Sanātana Dharma extends the scope of vigilance to the macrocosmic scale. The doctrine of the four yugas (Satya, Treta, Dvāpara, Kali) portrays time as cyclical decline and renewal, situating individual hours within vast epochs.⁵ To be Vigilant here is to practice dharmic alignment: sustaining righteousness even in ages of decay. This eschatological vigilance prevents despair in the Kali Yuga, affirming that fidelity to dharma is meaningful precisely when the world appears hostile. Hours are not merely personal or liturgical; they are cosmic phases, demanding discernment about what practices suit the age. Thus the Doctrine of Time integrates not only microcosmic attention but also macrocosmic orientation.

Immediate Suchness

Finally, Ch’an Buddhism radicalizes vigilance by collapsing temporal projections altogether. The masters insist that awakening is not deferred to the future but realized in the immediacy of suchness. “Every day is a good day,” Yunmen declared, pointing to the paradox that vigilance is simply presence, nothing added.⁶ In this register, hours are not symbolic disclosures, artisanal engagements, or cosmic signs: they are pure presence, the unmediated now of chopping wood, carrying water. This teaching prevents vigilance from becoming overly esoteric or programmatic. It insists that the highest vigilance is the simplest: dwelling without obstruction in what is.

Synthesis

These six perspectives converge to form a polyphonic doctrine of vigilance. Corbin anchors vigilance in the imaginal, Crawford in embodied attention, Nasr in sacred Tradition, the Qur’an in remembrance, Sanātana Dharma in cosmic alignment, and Ch’an in immediacy. Each alone risks distortion: imagination without craft drifts into fantasy; craft without transcendence lapses into secularism; Tradition without immediacy calcifies into formalism; remembrance without dharma risks ahistoricity; dharmic vastness without presence may paralyze with fatalism. Only in their integration does vigilance become whole.
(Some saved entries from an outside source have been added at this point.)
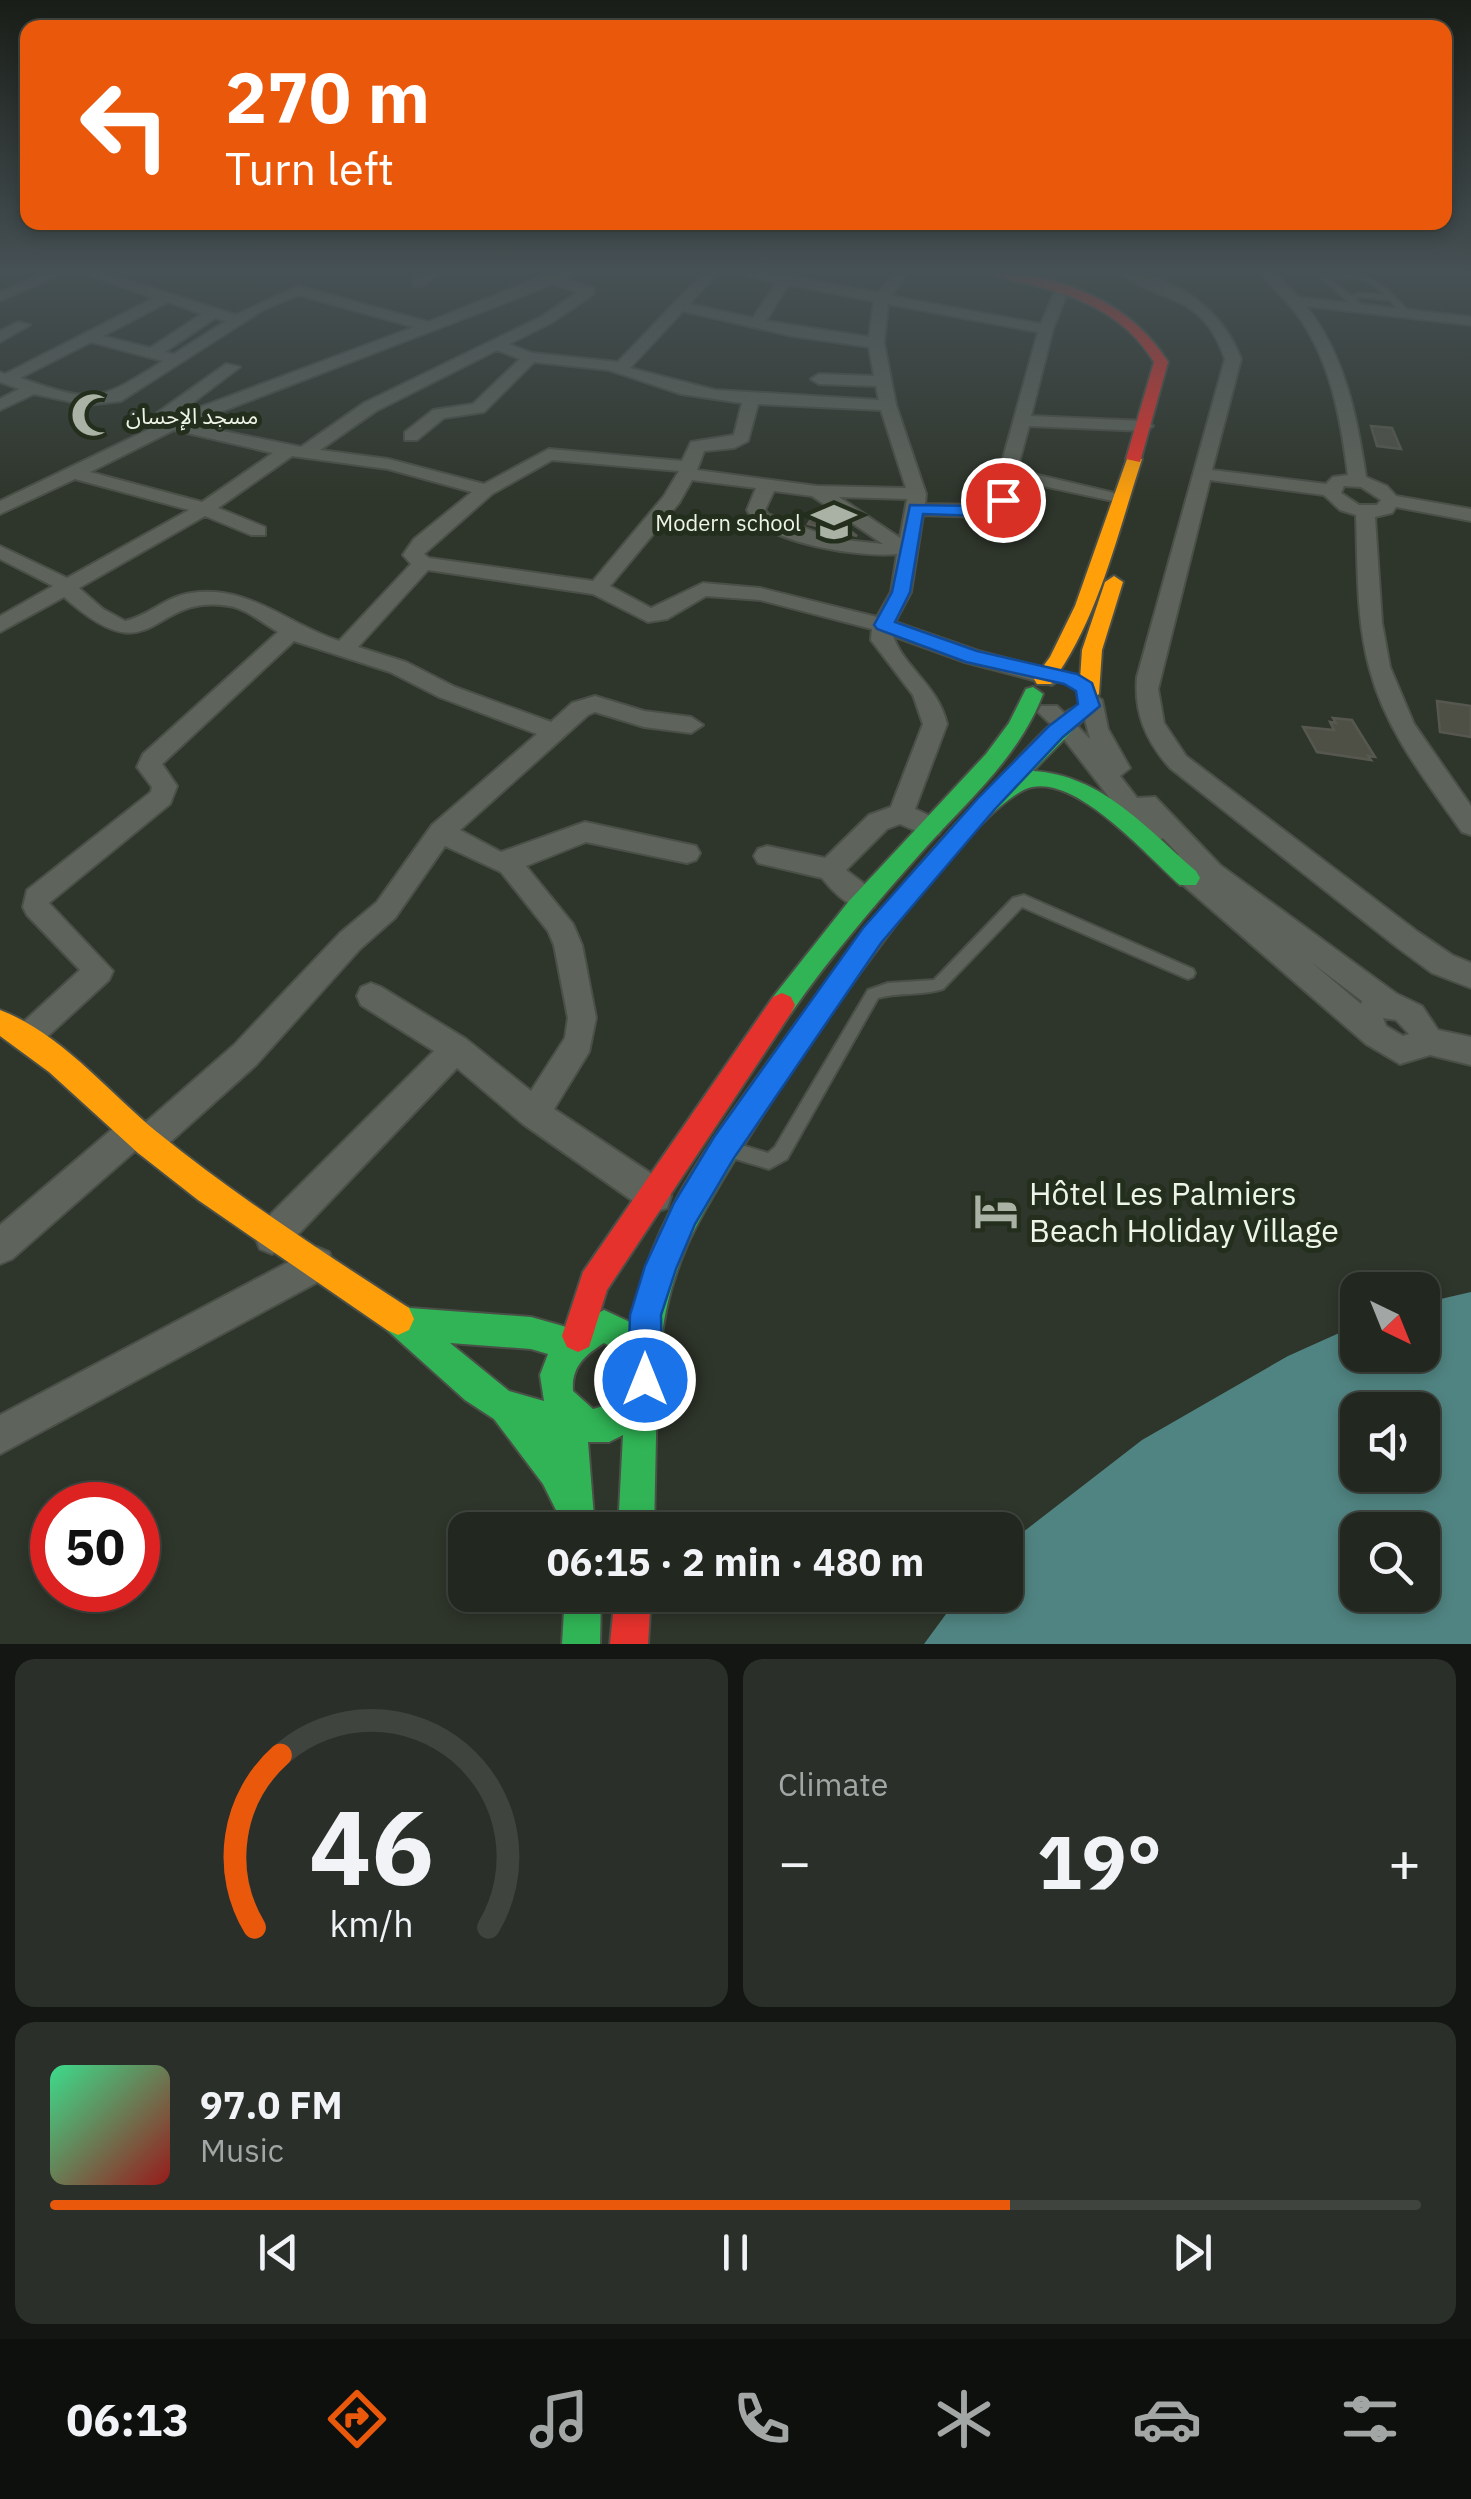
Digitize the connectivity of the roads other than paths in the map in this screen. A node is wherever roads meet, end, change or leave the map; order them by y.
1 (65, 350) edge
2 (139, 350) edge
3 (157, 350) edge
4 (195, 350) edge
5 (366, 350) edge
6 (481, 350) edge
7 (509, 350) edge
8 (639, 350) edge
9 (877, 350) edge
10 (1040, 350) edge
11 (1156, 350) edge
12 (1177, 350) edge
13 (1231, 350) edge
14 (1327, 350) edge
15 (152, 353) junction
16 (530, 357) junction
17 (179, 360) junction
18 (232, 367) dead end
19 (616, 368) junction
20 (3, 378) edge
21 (819, 379) dead end
22 (883, 381) junction
23 (33, 388) junction
24 (752, 399) junction
25 (0, 405) edge
26 (888, 405) junction
27 (1020, 420) junction
28 (172, 425) junction
29 (1145, 426) junction
30 (411, 436) dead end
31 (297, 451) junction
32 (688, 470) junction
33 (74, 472) junction
34 (1008, 473) junction
35 (1203, 474) junction
36 (1358, 480) junction
37 (767, 484) junction
38 (486, 490) junction
39 (1330, 490) junction
40 (816, 491) junction
41 (1120, 500) junction
42 (1390, 500) junction
43 (916, 502) junction
44 (0, 508) edge
45 (204, 509) junction
46 (1365, 512) junction
47 (1471, 514) edge
48 (258, 531) dead end
49 (904, 550) junction
50 (0, 552) edge
51 (423, 563) junction
52 (68, 586) junction
53 (598, 588) junction
54 (0, 625) edge
55 (884, 625) junction
56 (292, 631) junction
57 (344, 649) junction
58 (1058, 696) junction
59 (691, 724) dead end
60 (554, 732) junction
61 (987, 803) junction
62 (900, 814) junction
63 (1471, 825) edge
64 (930, 827) junction
65 (441, 832) junction
66 (687, 853) dead end
67 (768, 856) dead end
68 (508, 862) junction
69 (830, 870) junction
70 (1188, 878) junction
71 (864, 899) junction
72 (1188, 973) dead end
73 (1471, 976) edge
74 (372, 996) dead end
75 (1388, 1004) junction
76 (0, 1022) edge
77 (1376, 1036) junction
78 (27, 1037) junction
79 (1424, 1040) junction
80 (456, 1049) junction
81 (1471, 1051) edge
82 (534, 1113) junction
83 (694, 1132) junction
84 (141, 1136) junction
85 (724, 1148) junction
86 (655, 1196) junction
87 (272, 1237) junction
88 (0, 1247) edge
89 (317, 1264) junction
90 (594, 1283) junction
91 (403, 1323) junction
92 (509, 1332) junction
93 (574, 1340) junction
94 (643, 1357) junction
95 (642, 1392) junction
96 (508, 1412) junction
97 (569, 1415) junction
98 (0, 1435) edge
99 (572, 1512) edge
100 (575, 1512) edge
101 (637, 1512) edge
102 (582, 1612) edge
103 (631, 1612) edge
104 (581, 1644) edge
105 (629, 1644) edge

1 - 20 street
2 - 15 street
3 - 15 street
4 - 17 street
5 - 28 street
6 - 31 street
7 - 16 street
8 - 19 street
9 - 22 street
10 - 27 street
11 - 29 main road
12 - 58 main road
13 - 35 street
14 - 36 street
15 - 17 street
16 - 19 street
16 - 30 street
17 - 23 street
18 - 28 street
19 - 24 street
20 - 23 street
21 - 22 street
22 - 26 street
23 - 25 street
24 - 26 street
24 - 32 street
26 - 43 street
27 - 29 street
27 - 34 street
28 - 31 street
28 - 33 street
29 - 41 main road
31 - 38 street
31 - 45 street
32 - 37 street
32 - 38 street
32 - 53 street
33 - 44 street
33 - 45 street
34 - 41 street
34 - 43 street
35 - 39 street
35 - 73 street
36 - 39 street
36 - 42 street
37 - 40 street
37 - 49 street
38 - 51 street
39 - 46 street
40 - 43 street
40 - 49 street
41 - 58 main road
42 - 46 street
42 - 47 street
43 - 49 street
45 - 48 street
45 - 52 street
46 - 63 street
49 - 55 street
50 - 52 street
51 - 53 street
51 - 57 street
52 - 54 street
52 - 56 street
53 - 55 street
55 - 58 street
55 - 62 street
56 - 57 street
56 - 78 street
57 - 60 street
58 - 61 main road
58 - 64 main road
58 - 70 street
58 - 75 street
59 - 60 street
60 - 65 street
61 - 70 main road
61 - 85 main road
62 - 64 street
62 - 69 street
64 - 71 main road
65 - 68 street
65 - 84 street
66 - 68 street
67 - 69 street
68 - 82 street
69 - 71 street
70 - 77 street
71 - 83 main road
72 - 85 lane
74 - 80 street
75 - 77 street
75 - 79 street
76 - 78 main road
77 - 79 street
78 - 84 main road
79 - 81 street
80 - 82 street
80 - 87 street
82 - 86 street
83 - 85 main road
83 - 86 main road
84 - 87 main road
84 - 88 street
85 - 94 main road
86 - 90 main road
87 - 89 main road
89 - 91 main road
89 - 98 street
90 - 92 main road
90 - 93 main road
91 - 92 main road
91 - 96 main road
92 - 93 main road
93 - 94 main road
93 - 97 main road
94 - 95 main road
95 - 97 main road
95 - 101 main road
96 - 97 main road
96 - 99 main road
97 - 100 main road
102 - 104 main road
103 - 105 main road

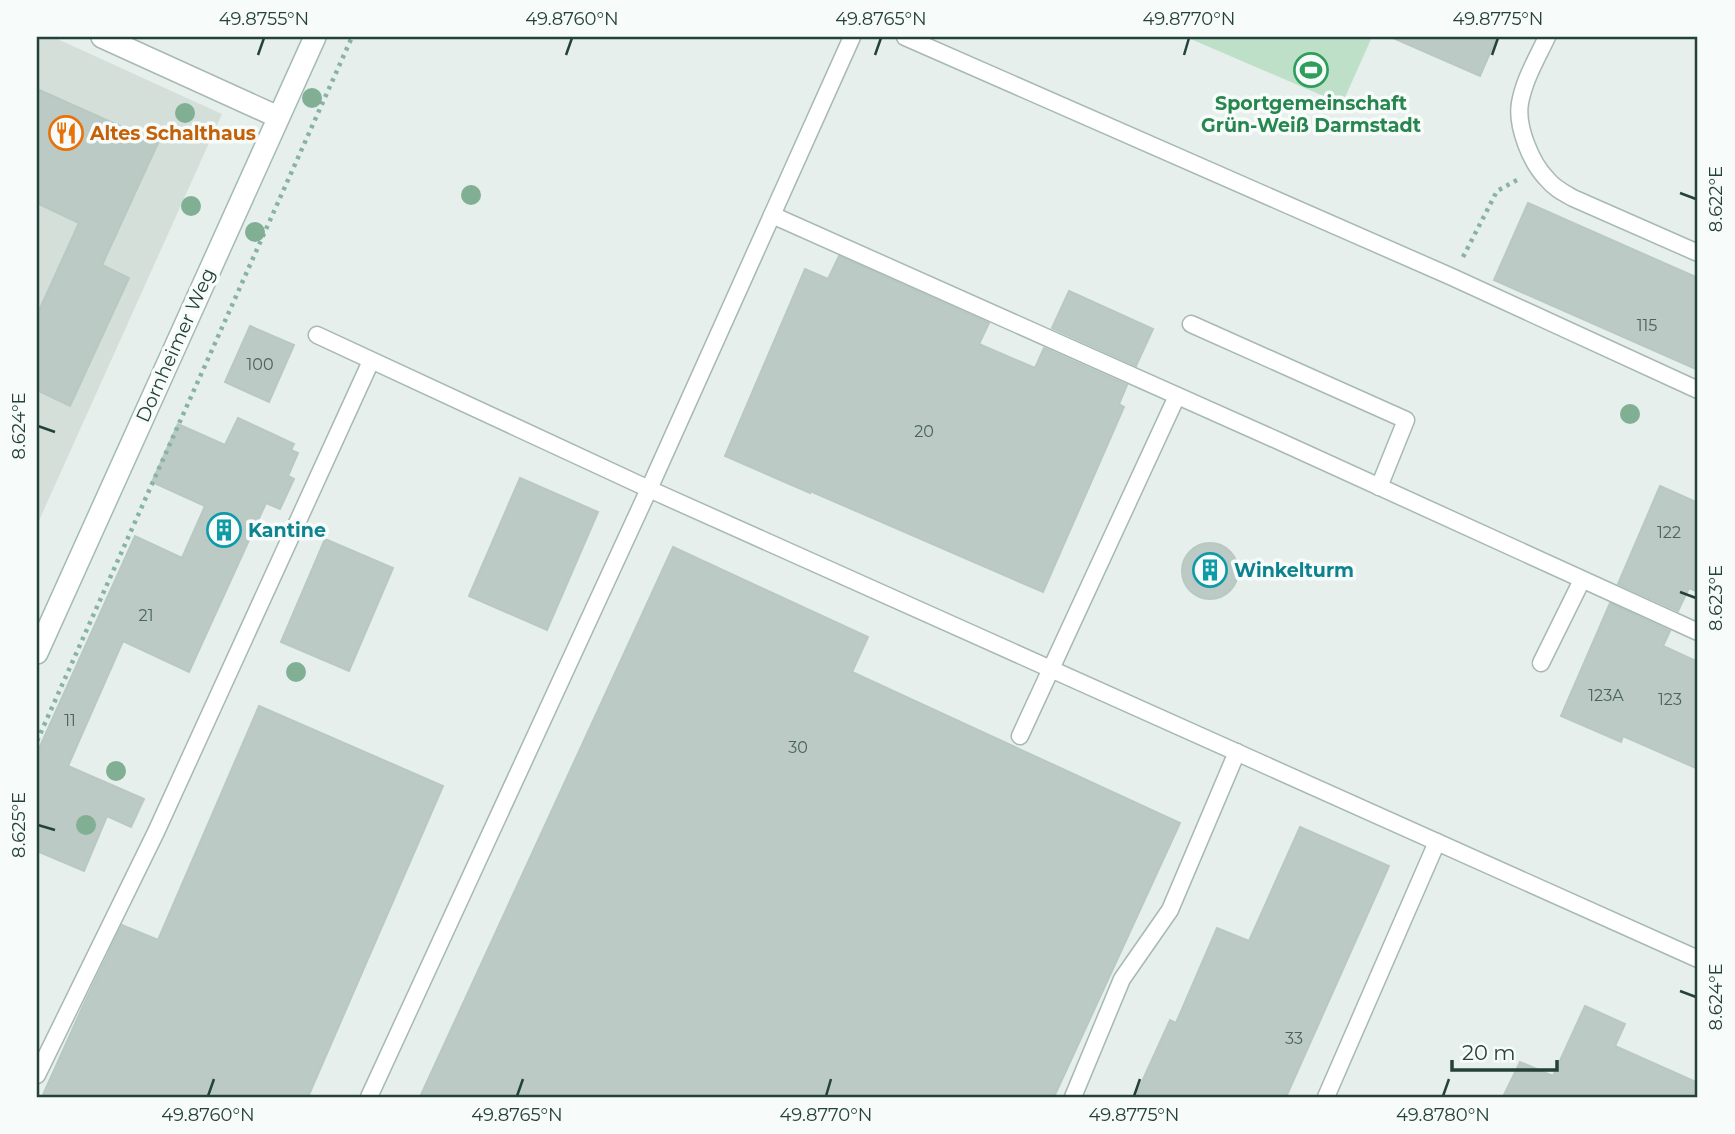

Thus our doctrine teaches: Imaginal time must be inhabited (Corbin); distracted time must be reclaimed through embodied craft (Crawford); profane time must be resacralized (Nasr); cyclical time must be read as sign (Qur’an, Sanātana Dharma); and ordinary time must be awakened as suchness (Ch’an). To be Vigilant is to inhabit images without delusion, to work with hands and mind united, to pray with fidelity, to remember God in the cycles, to align with dharma in decay, and to awaken to the suchness of every moment.

References

[1] Corbin, Henry. Mundus Imaginalis, or the Imaginary and the Imaginal (1964).
[2] Crawford, Matthew B. The World Beyond Your Head: On Becoming an Individual in an Age of Distraction (2015).
[3] Nasr, Seyyed Hossein. Knowledge and the Sacred (1981).
[4] The Qur’an, esp. 2:164; 3:191; 10:6.
[5] Bhagavata Purana, Book 12; Manusmṛti I.81–86 (on the yugas).
[6] Yunmen Wenyan, recorded in Blue Cliff Record (Case 6): “Every day is a good day.”